Anlatmaya çalıştığımız noktaya başka bir örnek ise, nurlara ilk muhatap olanların ilk karşılaştığı, önce basit bir risale gibi görünen ama derinleştikce derinleşen, müellifin ‘onla’ değil ona başladığını öğrendiğimiz Birinci Sözde rastlamaktayız. Bir çekirdeğin ağacı omzunda nasıl taşıdığını anlattığı bu noktaya dikkat ettiğimizde öncelikle çekirdeğin fen ve felsefenin boğularak anlattığı üslub tarzından kurtarıldığını görmekteyiz. Çekirdek temel olduğu ağacın tüm programını kendinde barındırmaktadır. Sayfalarla dolusu anlatılacak bir fenni mevzu, yine mecazlı bir üslubla tatlı bir tevhid bürhanına dönüştürülmüştür. Kısaca bilgi odunlarını nur müellifi marifet ateşine çevirebilmiştir. Veyahut 90 cild kitabın Kur'an'a basamak olduğunun başka bir tecellisidir.

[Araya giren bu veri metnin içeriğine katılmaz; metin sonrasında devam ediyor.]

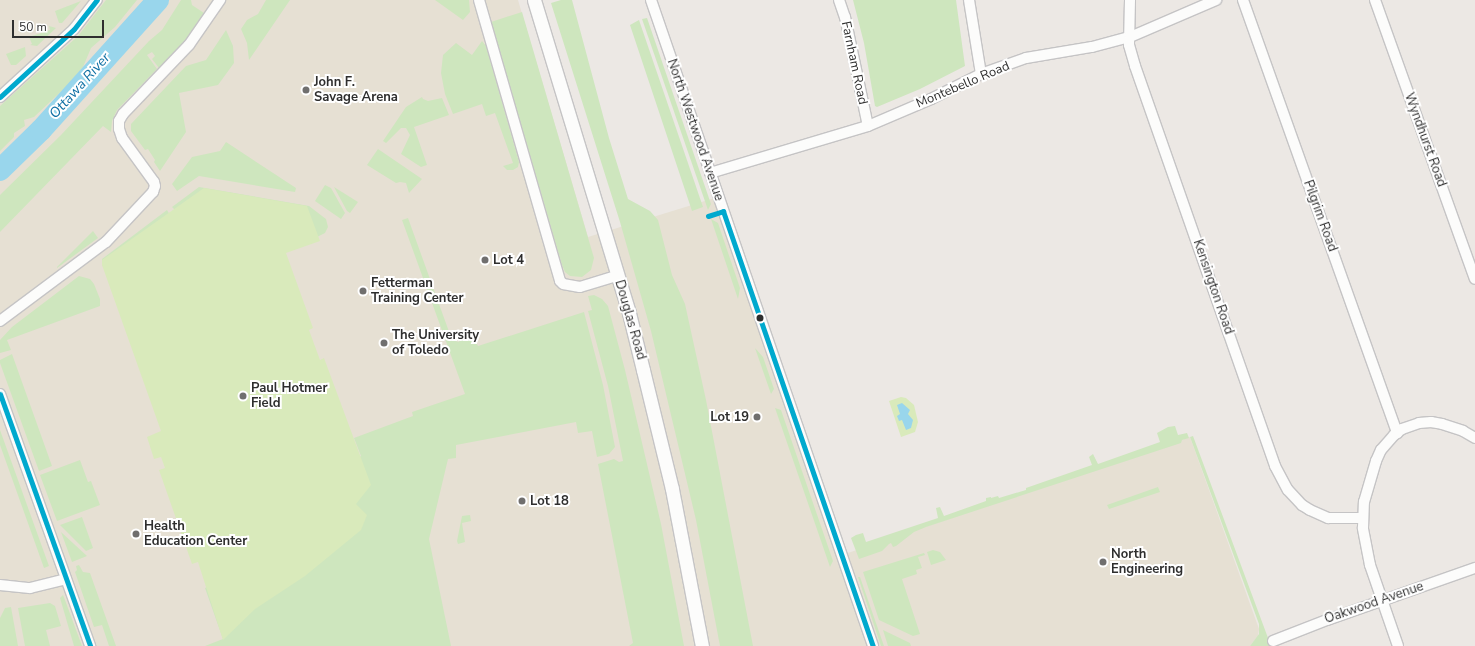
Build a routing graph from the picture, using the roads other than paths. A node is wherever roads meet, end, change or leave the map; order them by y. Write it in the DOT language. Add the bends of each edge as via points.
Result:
graph roads {
  1 [pos="97,0"];
  2 [pos="220,0"];
  3 [pos="479,0"];
  4 [pos="534,0"];
  5 [pos="839,0"];
  6 [pos="969,0"];
  7 [pos="1130,0"];
  8 [pos="1216,0"];
  9 [pos="1244,0"];
  10 [pos="1375,0"];
  11 [pos="655,1"];
  12 [pos="1130,37"];
  13 [pos="981,74"];
  14 [pos="0,97"];
  15 [pos="868,126"];
  16 [pos="710,173"];
  17 [pos="617,276"];
  18 [pos="1475,279"];
  19 [pos="0,321"];
  20 [pos="0,394"];
  21 [pos="1397,433"];
  22 [pos="1475,438"];
  23 [pos="1363,518"];
  24 [pos="1475,568"];
  25 [pos="66,579"];
  26 [pos="0,585"];
  27 [pos="1382,600"];
  28 [pos="1273,641"];
  29 [pos="90,646"];
  30 [pos="702,646"];
  31 [pos="873,646"];
  32 [pos="1398,646"];
  1 -- 14 [label="street" via="74,29"];
  2 -- 19 [label="street" via="189,45 119,121 118,129 122,138 155,184 153,192 106,242"];
  3 -- 17 [label="street" via="560,281 563,284 580,287"];
  4 -- 17 [label="street, Douglas Road"];
  5 -- 15 [label="street, Farnham Road" via="845,17"];
  6 -- 13 [label="street"];
  7 -- 12 [label="street, Kensington Road"];
  8 -- 12 [label="street, Montebello Road"];
  9 -- 21 [label="street, Pilgrim Road"];
  10 -- 18 [label="street, Wyndhurst Road"];
  11 -- 16 [label="street, North Westwood Avenue"];
  12 -- 13 [label="street, Montebello Road" via="1092,47 1026,58"];
  12 -- 23 [label="street, Kensington Road" via="1129,45 1135,66 1279,475 1302,505 1320,515 1336,519"];
  13 -- 15 [label="street, Montebello Road"];
  15 -- 16 [label="street, Montebello Road"];
  16 -- 31 [label="street, North Westwood Avenue"];
  17 -- 30 [label="street, Douglas Road" via="640,356 672,489"];
  20 -- 25 [label="street"];
  21 -- 22 [label="street" via="1410,426 1431,422 1454,427"];
  21 -- 23 [label="street" via="1388,441 1376,461 1366,490"];
  23 -- 27 [label="street" via="1366,552"];
  24 -- 27 [label="street, Oakwood Avenue"];
  25 -- 26 [label="street" via="30,588"];
  25 -- 29 [label="street"];
  27 -- 28 [label="street, Oakwood Avenue"];
  27 -- 32 [label="street"];
}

Başka bir nokta ise, bahsi çeşitli yerlerde geçen güneşin etrafındaki kürelerle olan münasebetinin anlatılmasıdır.Orijinal metninde şöyle geçmektedir; “zikrederiz kehkeşanın halkai kübrasına mensub birer meczublarız biz.” “Eğer sükutuyla sükünet eylese, cezbe kaçar, ağlar fezada muntazam meczubları.” Güneşe serzakir vasfı verilmiş etrafındakilere ise meczub Mevleviler vasfı koyulmuştur.
Güneşin hareketi öncelikle serzakirin cezbesiyle özdeşleştirilmiştir. Bir serzakir nasıl ki cazibesiyle etrafındakilere rabıta olmaktadır. Aynı şey kainat içinde öyledir. Burada dikkati mucib diğer bir nokta ise nur müellifinin okuyuculara kazandırdığı Kur’ani bir tarz-ı nazardır (bakış açısı). Çünkü kainatı abesiyet ve cumudiyet (cansızlık) şeklinden çıkarıp, abid ve tesbih eden bir canlı olarak nazara sunması Kur'an'i bir bakış açısıdır.
Risalelerin en bariz hasiyetlerinden biri kalbe feyiz verirken akıla da marifet balları devşirmesidir. Bu feyzin doğrudan Allah'tan olduğuna imanımız var. Fakat Allah bu feyiz menbaını başka bir esere bahşetmemiştir. Allah nasıl ki meyveyi ağaçla, suyu bulutla veriyorsa Risale-i Nura verilen bu feyzinde bir esbabı ilmin en derin ve ince noktalarını, hissi rencide etmeden İslamiyetin suyu ile yoğurup bize takdim etmesi ve kullandığı dil ile lahuti bir havayı insanın ruh alemine estirmesidir. Zaten risaleler zahmetli okumaları sıhhatli düşünmenin olmazsa olmaz koşulu olarak görenlere ithaf edilmiştir.
Abdullah Korkmaz
Küfür, hakaret, rencide edici cümleler veya imalar, inançlara saldırı içeren, imla kuralları ile yazılmamış,
Türkçe karakter kullanılmayan ve BÜYÜK HARFLERLE yazılmış yorumlar
Adınız kısmına uygun olmayan ve saçma rumuzlar onaylanmamaktadır.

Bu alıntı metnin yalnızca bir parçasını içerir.